Rejoicing on Shabbat

And Hashem spoke unto Moshe, saying: Make for you two trumpets of silver; of beaten work shall you make them. And they shall be unto you for the calling of the congregation, and for causing the camps to set forward. (Sefer BeMidbar 10:1-2)

1. The silver trumpets of the Mishcan
In Parshat Beha’alotecha Moshe is commanded to fabricate two trumpets of silver. The Torah outlines three basic functions served by these trumpets. First, they were to be used during the sojourn in the wilderness to manage the movements of the nations. For example, various series of sounds produced by these trumpets summoned the people to assemble. Other sounds directed the people to break camp and to travel forth to their next encampment. Second, these trumpets were sounded at times of danger and affliction. Maimonides associates the blasts of the trumpets with calling out to Hashem in anguish.[1] This suggests that the sounds of the trumpets were an expression of prayerful petition. Third, the trumpets were sounded in the Mishcan – the Tabernacle – on festive occasions in accompaniment to the offering of the sacrifices.
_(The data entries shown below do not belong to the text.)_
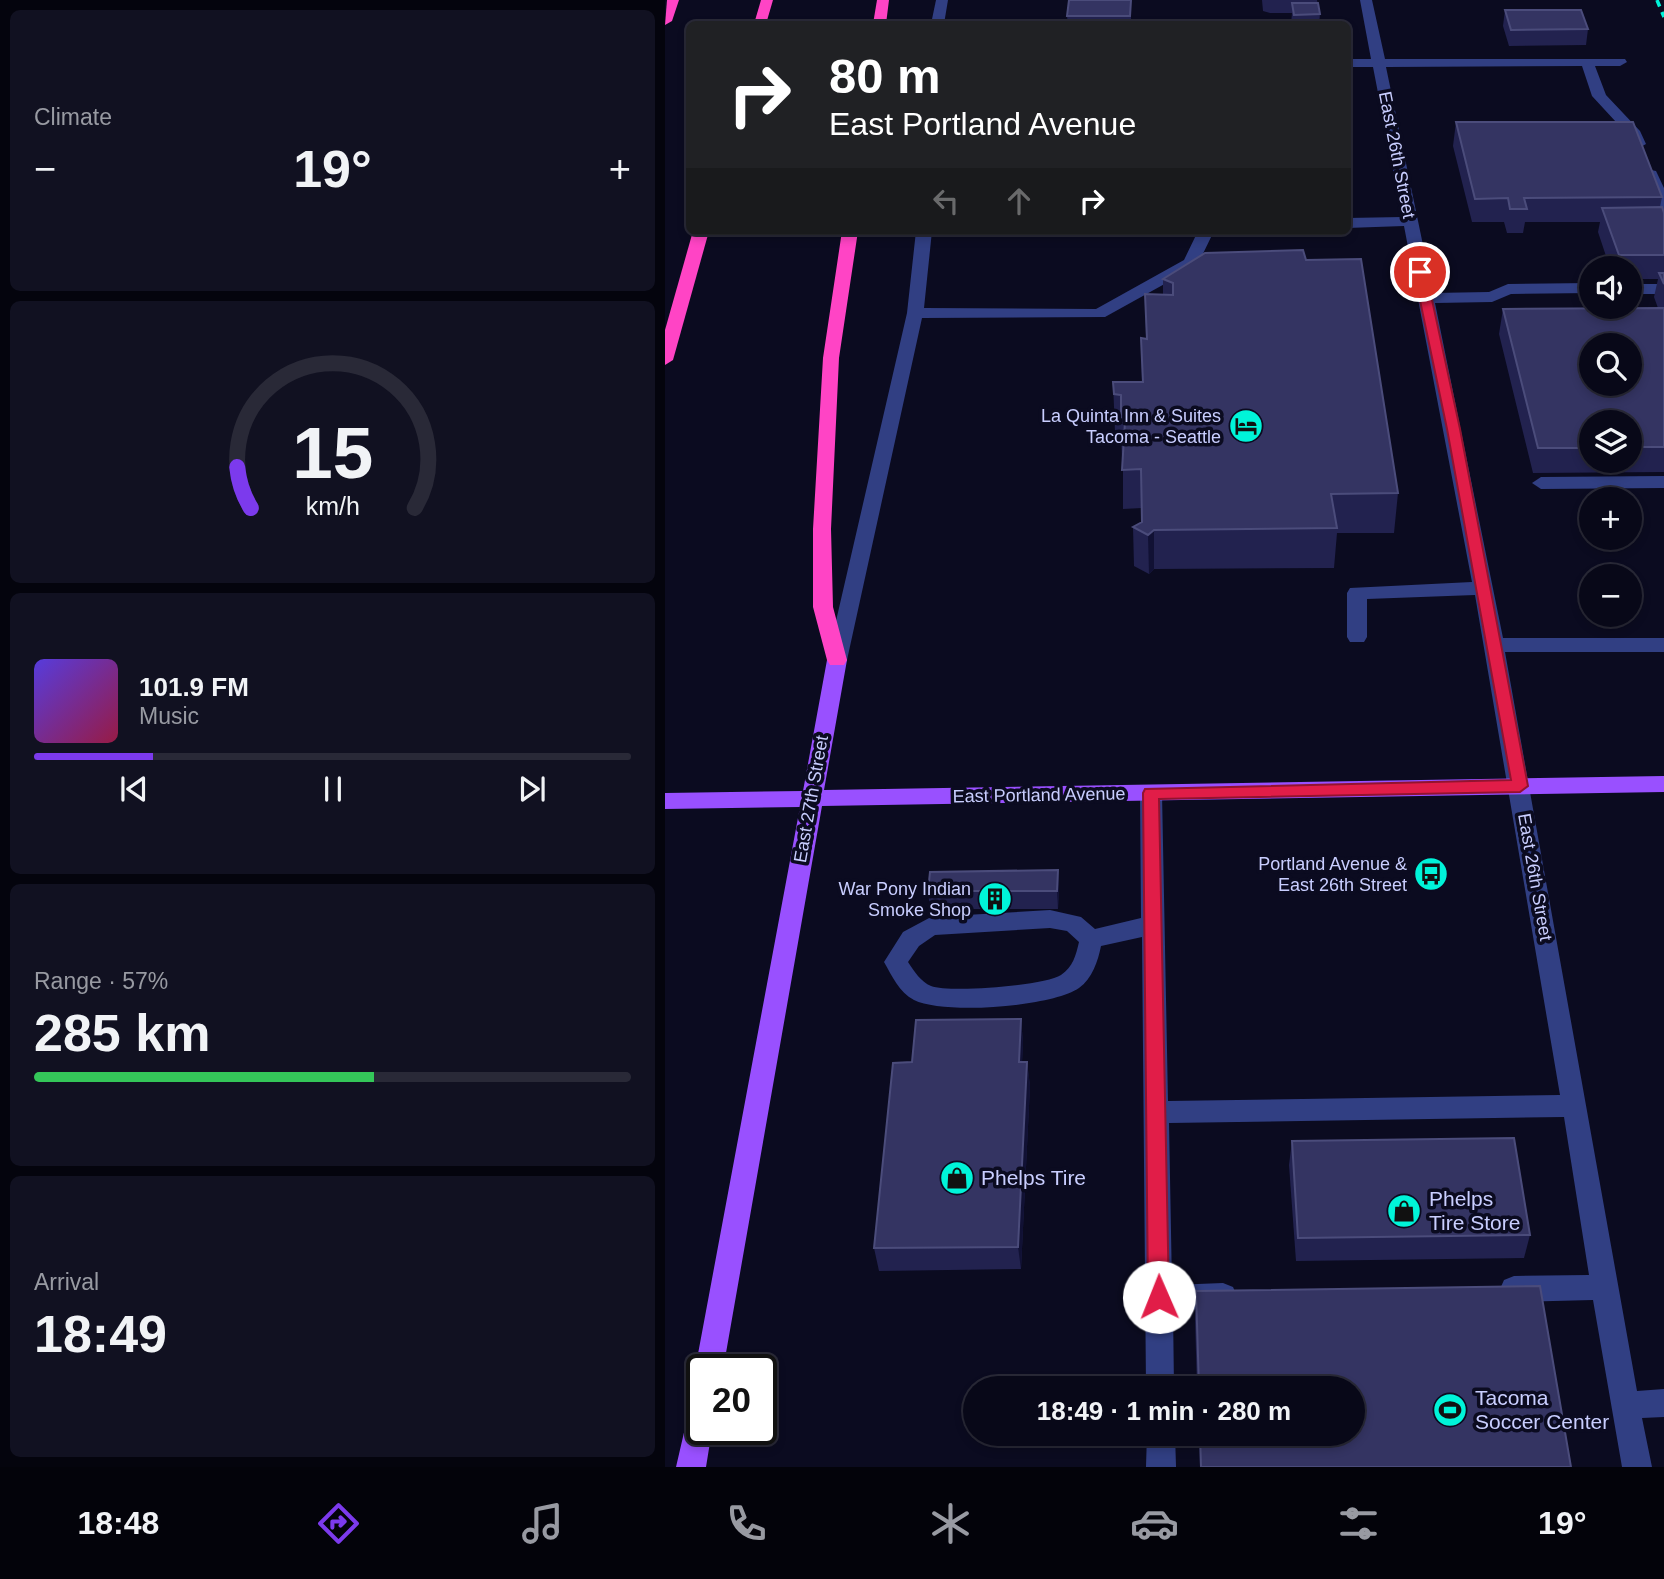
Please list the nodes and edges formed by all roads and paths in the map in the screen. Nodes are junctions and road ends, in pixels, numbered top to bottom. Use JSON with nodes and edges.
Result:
{"nodes":[{"id":1,"x":673,"y":0,"type":"edge"},
{"id":2,"x":767,"y":0,"type":"edge"},
{"id":3,"x":883,"y":0,"type":"edge"},
{"id":4,"x":942,"y":0,"type":"edge"},
{"id":5,"x":1366,"y":0,"type":"edge"},
{"id":6,"x":665,"y":21,"type":"edge"},
{"id":7,"x":761,"y":21,"type":"edge"},
{"id":8,"x":880,"y":21,"type":"edge"},
{"id":9,"x":938,"y":21,"type":"edge"},
{"id":10,"x":1587,"y":62,"type":"junction"},
{"id":11,"x":1620,"y":62,"type":"dead end"},
{"id":12,"x":1378,"y":63,"type":"junction"},
{"id":13,"x":1351,"y":64,"type":"edge"},
{"id":14,"x":1664,"y":205,"type":"edge"},
{"id":15,"x":1410,"y":221,"type":"junction"},
{"id":16,"x":1351,"y":223,"type":"edge"},
{"id":17,"x":700,"y":235,"type":"edge"},
{"id":18,"x":849,"y":235,"type":"edge"},
{"id":19,"x":924,"y":235,"type":"edge"},
{"id":20,"x":1204,"y":235,"type":"edge"},
{"id":21,"x":1579,"y":288,"type":"edge"},
{"id":22,"x":1642,"y":289,"type":"edge"},
{"id":23,"x":1664,"y":289,"type":"edge"},
{"id":24,"x":1425,"y":298,"type":"junction"},
{"id":25,"x":915,"y":313,"type":"junction"},
{"id":26,"x":665,"y":360,"type":"edge"},
{"id":27,"x":1664,"y":482,"type":"edge"},
{"id":28,"x":1541,"y":483,"type":"dead end"},
{"id":29,"x":1483,"y":589,"type":"junction"},
{"id":30,"x":1357,"y":637,"type":"dead end"},
{"id":31,"x":1494,"y":645,"type":"junction"},
{"id":32,"x":1664,"y":646,"type":"edge"},
{"id":33,"x":837,"y":660,"type":"junction"},
{"id":34,"x":1664,"y":784,"type":"edge"},
{"id":35,"x":1520,"y":786,"type":"junction"},
{"id":36,"x":1151,"y":793,"type":"junction"},
{"id":37,"x":811,"y":800,"type":"junction"},
{"id":38,"x":665,"y":802,"type":"edge"},
{"id":39,"x":1153,"y":925,"type":"junction"},
{"id":40,"x":1091,"y":939,"type":"junction"},
{"id":41,"x":1574,"y":1106,"type":"junction"},
{"id":42,"x":1155,"y":1112,"type":"junction"},
{"id":43,"x":1605,"y":1287,"type":"junction"},
{"id":44,"x":1492,"y":1290,"type":"edge"},
{"id":45,"x":1242,"y":1296,"type":"edge"},
{"id":46,"x":1159,"y":1297,"type":"junction"},
{"id":47,"x":712,"y":1354,"type":"edge"},
{"id":48,"x":1160,"y":1376,"type":"edge"},
{"id":49,"x":1664,"y":1403,"type":"edge"},
{"id":50,"x":1625,"y":1405,"type":"junction"},
{"id":51,"x":695,"y":1445,"type":"edge"},
{"id":52,"x":1161,"y":1446,"type":"edge"},
{"id":53,"x":691,"y":1467,"type":"edge"},
{"id":54,"x":1161,"y":1467,"type":"edge"},
{"id":55,"x":1637,"y":1467,"type":"edge"}],
"edges":[{"from":1,"to":6,"type":"highway"},
{"from":2,"to":7,"type":"highway"},
{"from":3,"to":8,"type":"highway"},
{"from":4,"to":9,"type":"street"},
{"from":5,"to":12,"type":"street","name":"East 26th Street"},
{"from":10,"to":11,"type":"street"},
{"from":10,"to":12,"type":"street"},
{"from":10,"to":14,"type":"street"},
{"from":12,"to":13,"type":"street"},
{"from":12,"to":15,"type":"street","name":"East 26th Street"},
{"from":15,"to":16,"type":"street"},
{"from":15,"to":24,"type":"street","name":"East 26th Street"},
{"from":17,"to":26,"type":"highway"},
{"from":18,"to":33,"type":"highway"},
{"from":19,"to":25,"type":"street","name":"East 27th Street"},
{"from":20,"to":25,"type":"street"},
{"from":21,"to":24,"type":"street"},
{"from":22,"to":23,"type":"street"},
{"from":24,"to":29,"type":"street","name":"East 26th Street"},
{"from":25,"to":33,"type":"street","name":"East 27th Street"},
{"from":27,"to":28,"type":"street"},
{"from":29,"to":30,"type":"street"},
{"from":29,"to":31,"type":"street","name":"East 26th Street"},
{"from":31,"to":32,"type":"street"},
{"from":31,"to":35,"type":"street","name":"East 26th Street"},
{"from":33,"to":37,"type":"main road","name":"East 27th Street"},
{"from":34,"to":35,"type":"main road","name":"East Portland Avenue"},
{"from":35,"to":36,"type":"main road","name":"East Portland Avenue"},
{"from":35,"to":41,"type":"street","name":"East 26th Street"},
{"from":36,"to":37,"type":"main road","name":"East Portland Avenue"},
{"from":36,"to":39,"type":"street"},
{"from":37,"to":38,"type":"main road","name":"East Portland Avenue"},
{"from":37,"to":47,"type":"main road","name":"East 27th Street"},
{"from":39,"to":40,"type":"street"},
{"from":39,"to":42,"type":"street"},
{"from":40,"to":40,"type":"street"},
{"from":41,"to":42,"type":"street"},
{"from":41,"to":43,"type":"street","name":"East 26th Street"},
{"from":42,"to":46,"type":"street"},
{"from":43,"to":44,"type":"street"},
{"from":43,"to":50,"type":"street","name":"East 26th Street"},
{"from":45,"to":46,"type":"street"},
{"from":46,"to":48,"type":"street"},
{"from":49,"to":50,"type":"street"},
{"from":50,"to":55,"type":"street","name":"East 26th Street"},
{"from":51,"to":53,"type":"main road"},
{"from":52,"to":54,"type":"street"}]}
The sounding of these trumpets on these occasions is one of the commandments of the Torah. After Bnai Yisrael settled the Land of Israel and constructed the Bait HaMikdash – the Sacred Temple, these trumpets continued to be employed. They were no longer used to signal the movements of the nation. However, they continued to be sounded at times of affliction and danger and also on festive occasions. On these festive occasions the sounding of the trumpets accompanied the offering of sacrifices.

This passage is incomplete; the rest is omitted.